How to set the line space between two chunks in itextsharp

I am creating a PDF using iTextSharp. This is a reporting tool. Everything is working fine, only the space between two chunks is slighly greater that what I want. I tried to find some help on StackOverflow and got to know SetLeading(fixed, multiplied); but it is not coming with chunk in case.
The reason I need it in chunk is that I have multiple chunks which I am adding into paragraph proceeding to which adding all into Document at a single shot.
public static void createPDF(Paragraph para)
{
string imagepath = "12.pdf";
Document doc = new Document();
try
{
Paragraph p = para;
Rectangle[] COLUMNS = {
new Rectangle(36, 36, 290, 806),
new Rectangle(305, 36, 559, 806)
};
//This is what i have tried
// p.SetLeading(0.4f,0.8f);
p.SpacingBefore = 0.0f;
p.SpacingAfter = 0.1f;
PdfReader inputPdf = new PdfReader(#"");
PdfWriter writer2 = PdfWriter.GetInstance(doc, new FileStream(imagepath, FileMode.Create));
doc.Open();
PdfContentByte canvas = writer2.DirectContent;
for (int ij = 1; ij <= 3; ij++)
{
doc.SetPageSize(inputPdf.GetPageSizeWithRotation(ij));
doc.NewPage();
PdfImportedPage page = writer2.GetImportedPage(inputPdf, ij);
int rotation = inputPdf.GetPageRotation(ij);
if (rotation == 90 || rotation == 270)
{
canvas.AddTemplate(page, 0, -1f, 1f, 0, 0, inputPdf.GetPageSizeWithRotation(ij).Height);
}
else
{
canvas.AddTemplate(page, 1f, 0, 0, 1f, 0, 0);
}
}
doc.NewPage();
ColumnText ct = new ColumnText(canvas);
int side_of_the_page = 0;
ct.SetSimpleColumn(COLUMNS[side_of_the_page]);
int paragraphs = 0;
int i = 0;
while (paragraphs < p.Count-1)
{
string TEXT = p[i].ToString();
ct.AddElement(p[i]);
while (ColumnText.HasMoreText(ct.Go()))
{
if (side_of_the_page == 0)
{
side_of_the_page = 1;
canvas.MoveTo(297.5f, 36);
canvas.LineTo(297.5f, 806);
canvas.Stroke();
}
else
{
side_of_the_page = 0;
doc.NewPage();
}
ct.SetSimpleColumn(COLUMNS[side_of_the_page]);
}
i++;
paragraphs++;
}
doc.Close();
}
catch {
}
}
Please read chapter 2 of my book. The Chunk object is called the atomic building block among iText's high-level objects. By design, you cannot define a leading on the level of a Chunk.
I quote from page 23:
A Chunk isn't aware of the space that is needed between two lines.
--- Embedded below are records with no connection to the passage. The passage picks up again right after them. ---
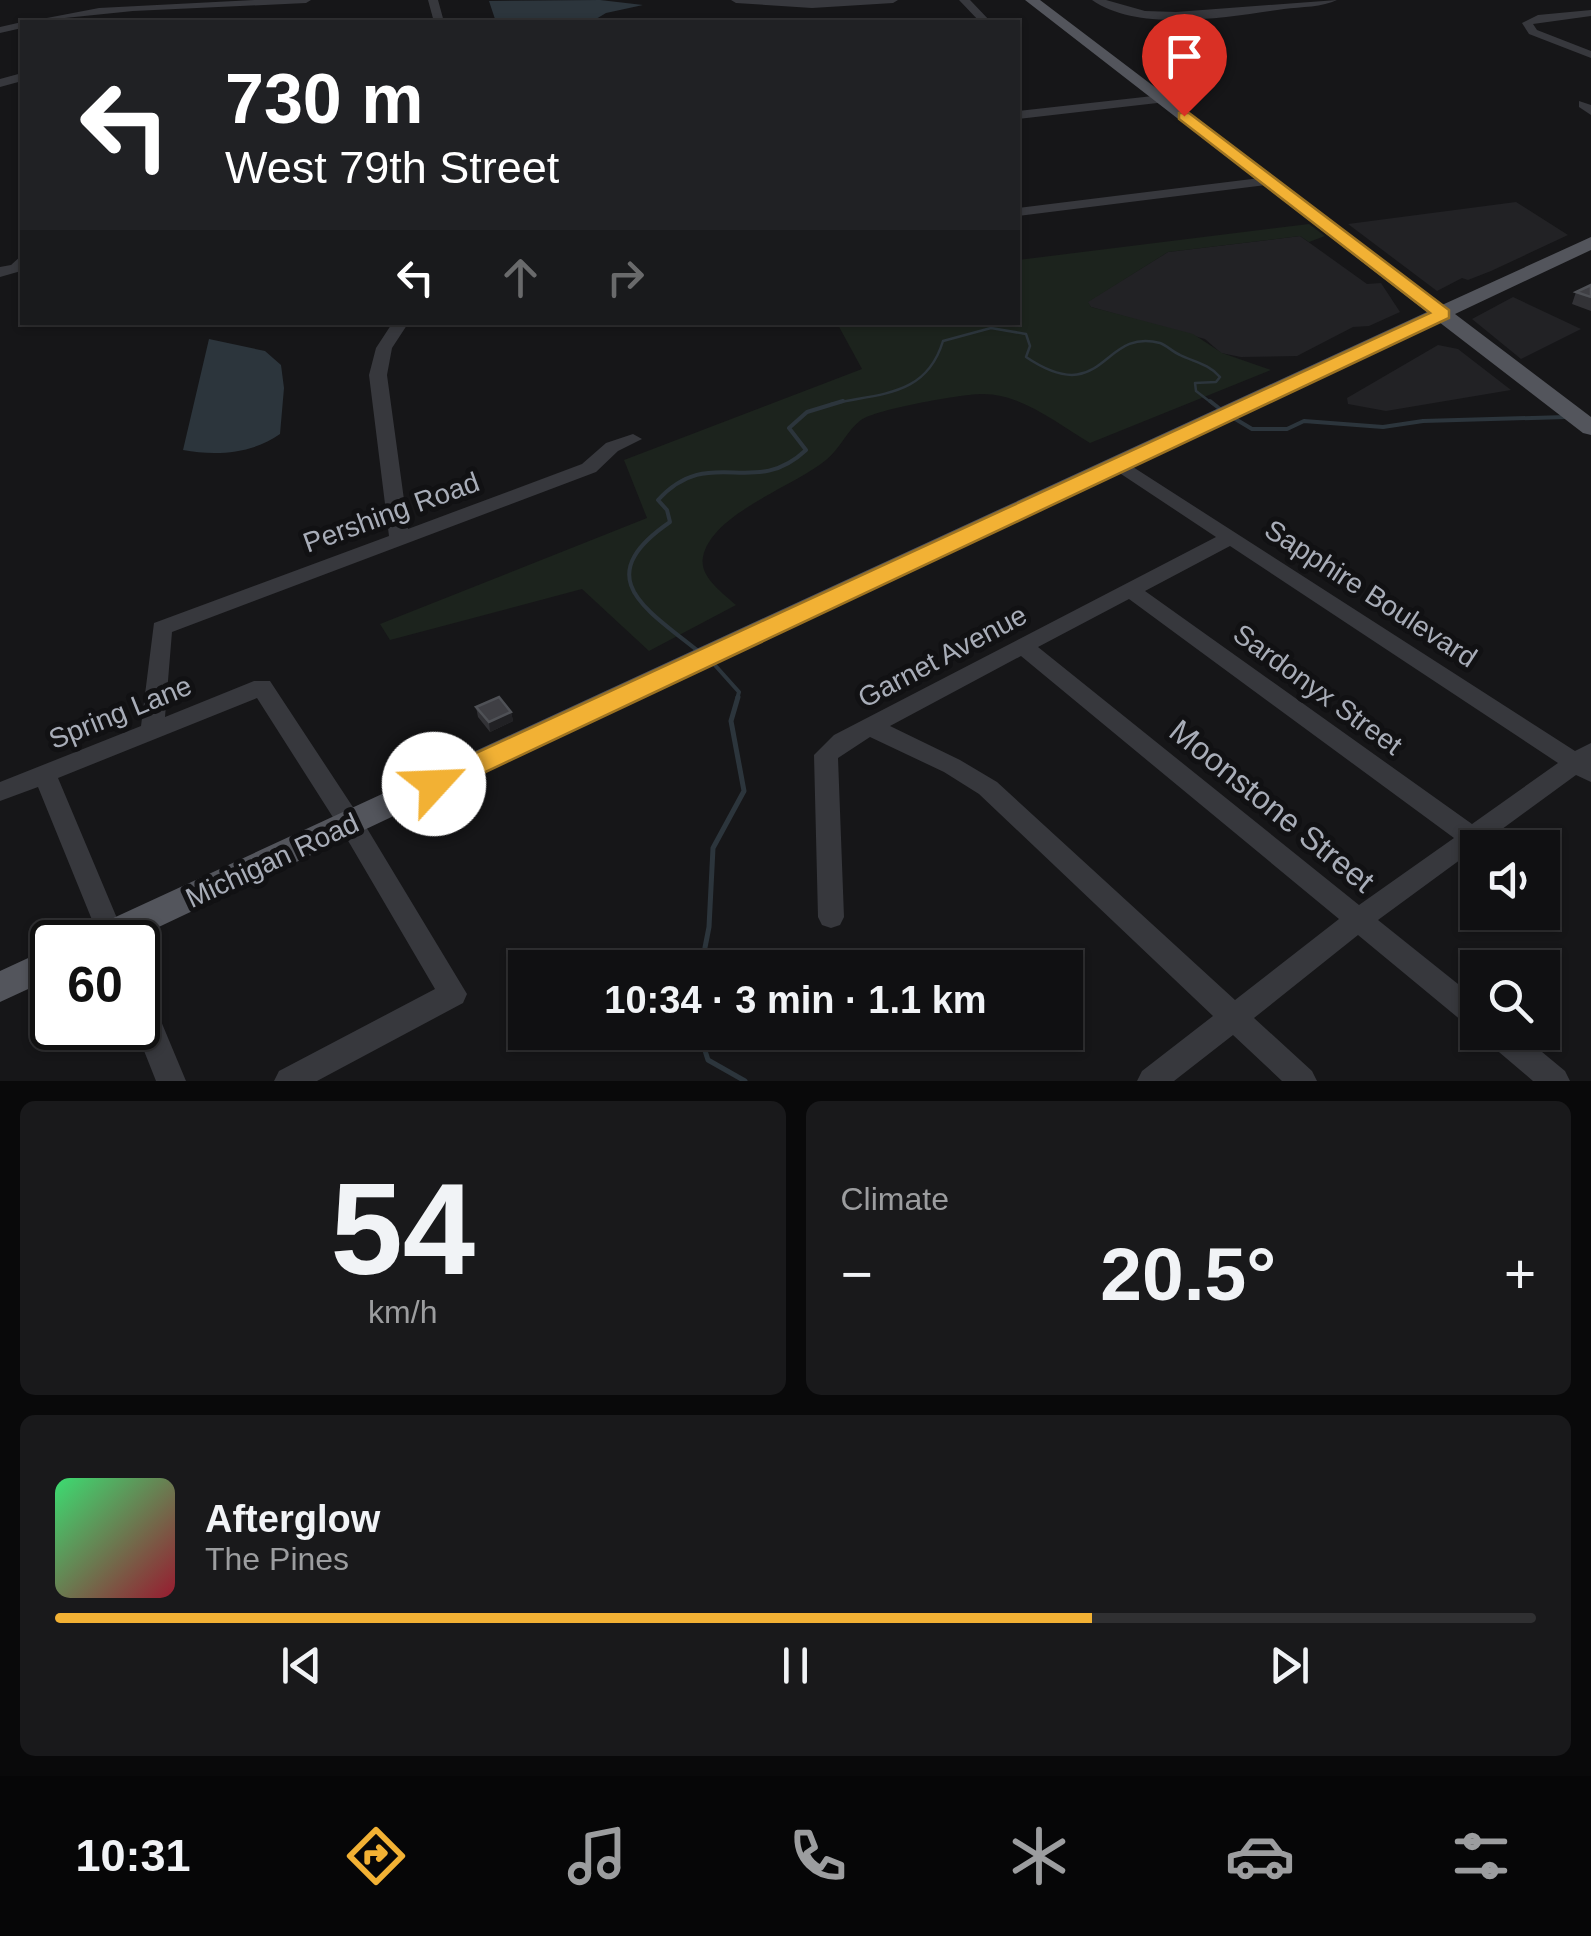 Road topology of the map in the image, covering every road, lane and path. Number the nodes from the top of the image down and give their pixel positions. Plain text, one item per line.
1 (306, 0) edge
2 (736, 0) edge
3 (893, 0) edge
4 (964, 0) edge
5 (1032, 0) edge
6 (1097, 0) edge
7 (1185, 0) edge
8 (1332, 0) edge
9 (859, 3) junction
10 (102, 5) edge
11 (1204, 12) junction
12 (1591, 13) edge
13 (870, 16) dead end
14 (39, 20) edge
15 (984, 20) edge
16 (1591, 55) edge
17 (1162, 99) junction
18 (1020, 115) edge
19 (1268, 181) junction
20 (1020, 212) edge
21 (1591, 243) edge
22 (1442, 314) junction
23 (399, 325) edge
24 (1589, 427) edge
25 (633, 439) dead end
26 (1119, 464) junction
27 (1231, 537) junction
28 (398, 538) junction
29 (1131, 590) junction
30 (1024, 647) junction
31 (872, 727) junction
32 (152, 732) junction
33 (1586, 762) edge
34 (45, 775) junction
35 (0, 792) edge
36 (350, 824) junction
37 (1462, 830) edge
38 (1479, 830) edge
39 (1460, 844) edge
40 (830, 917) dead end
41 (99, 920) edge
42 (149, 920) edge
43 (1358, 920) junction
44 (30, 973) edge
45 (0, 987) edge
46 (1460, 1003) edge
47 (1235, 1018) junction
48 (159, 1050) edge
49 (1518, 1050) edge
50 (171, 1081) edge
51 (289, 1081) edge
52 (1152, 1081) edge
53 (1302, 1081) edge
54 (1555, 1081) edge

1 - 10 street
2 - 9 street
3 - 9 street
4 - 15 street
5 - 17 main road
6 - 11 street
7 - 11 street
8 - 11 street
9 - 13 street
10 - 14 street
12 - 16 street
17 - 18 street
17 - 19 main road
19 - 20 street
19 - 22 main road
21 - 22 main road, Michigan Road
22 - 24 main road
22 - 26 main road, Michigan Road
23 - 28 street
25 - 28 street, Pershing Road
26 - 27 street, Sapphire Boulevard
26 - 36 main road, Michigan Road
27 - 29 street, Garnet Avenue
27 - 33 street, Sapphire Boulevard
28 - 32 street, Pershing Road
29 - 30 street, Garnet Avenue
29 - 37 street, Sardonyx Street
30 - 31 street, Garnet Avenue
30 - 43 street, Moonstone Street
31 - 40 street, Garnet Avenue
31 - 47 street
32 - 34 street, Spring Lane
32 - 36 street, Spring Lane
33 - 38 street
34 - 35 street, Spring Lane
34 - 41 street
36 - 42 main road, Michigan Road
36 - 51 street
39 - 43 street
43 - 46 street, Moonstone Street
43 - 47 street
44 - 45 main road
47 - 52 street
47 - 53 street
48 - 50 street
49 - 54 street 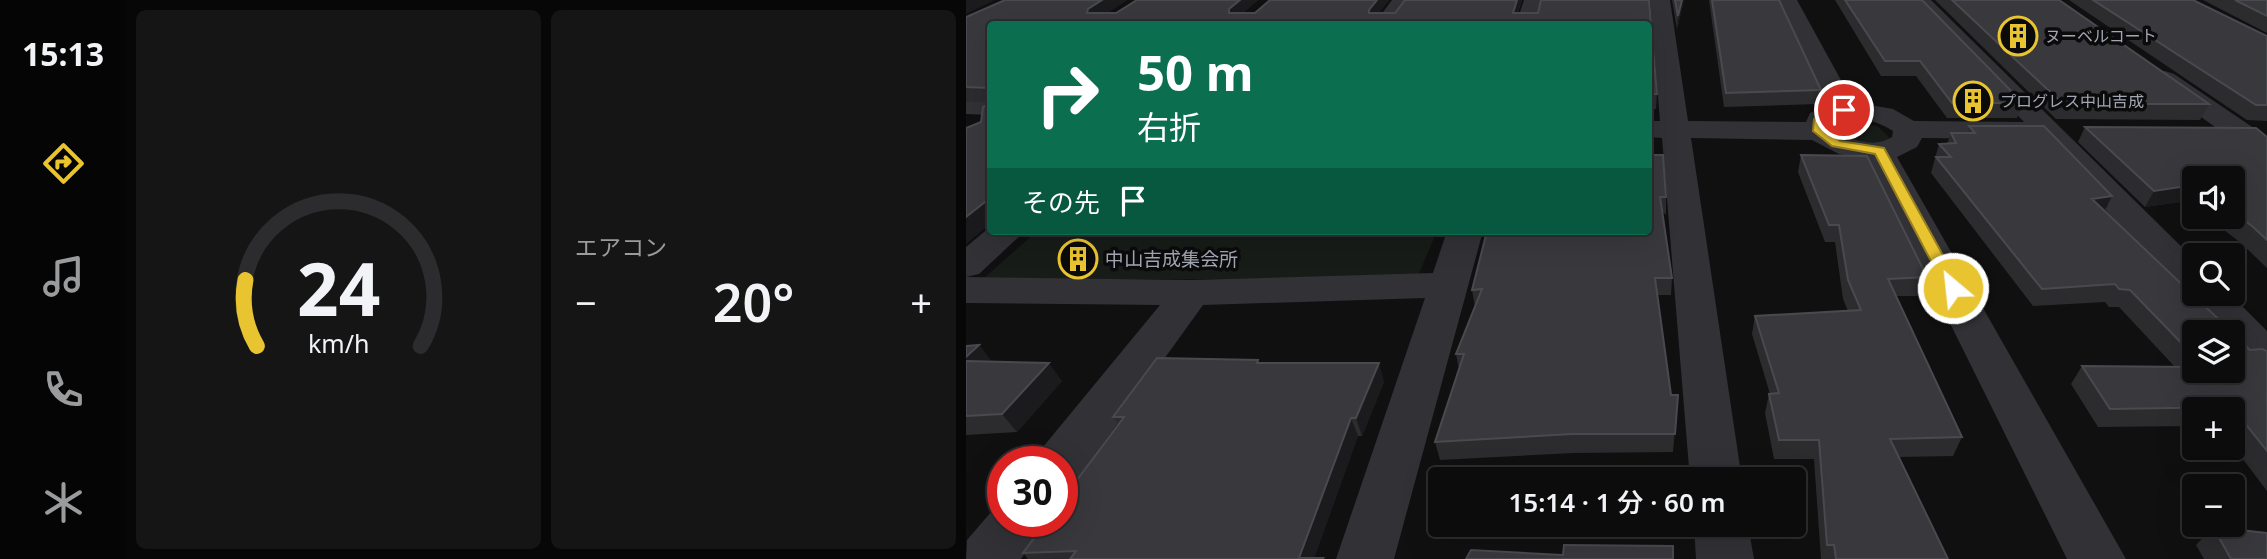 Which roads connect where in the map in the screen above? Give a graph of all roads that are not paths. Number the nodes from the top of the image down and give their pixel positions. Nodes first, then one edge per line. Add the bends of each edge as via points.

The leading is defined at the level of a Phrase (and, of course, its superclasses, such as Paragraph). If you want to change the spacing between Chunk objects, you need to wrap Chunks in Phrases or Paragraphs (as you already indicate) and define the leading for those phrases or paragraphs.
Note that the documentation also states:
In normal circumstances you'll use Chunk objects to compose other text objects, such as Phrases and Paragraphs. Typically, you won't add Chunk objects directly to a Document.
Which special circumstance do you have that requires making an exception to this rule?
Extra remarks
You are importing an existing PDF in a way that throws away all existing interactivity. This is suboptimal.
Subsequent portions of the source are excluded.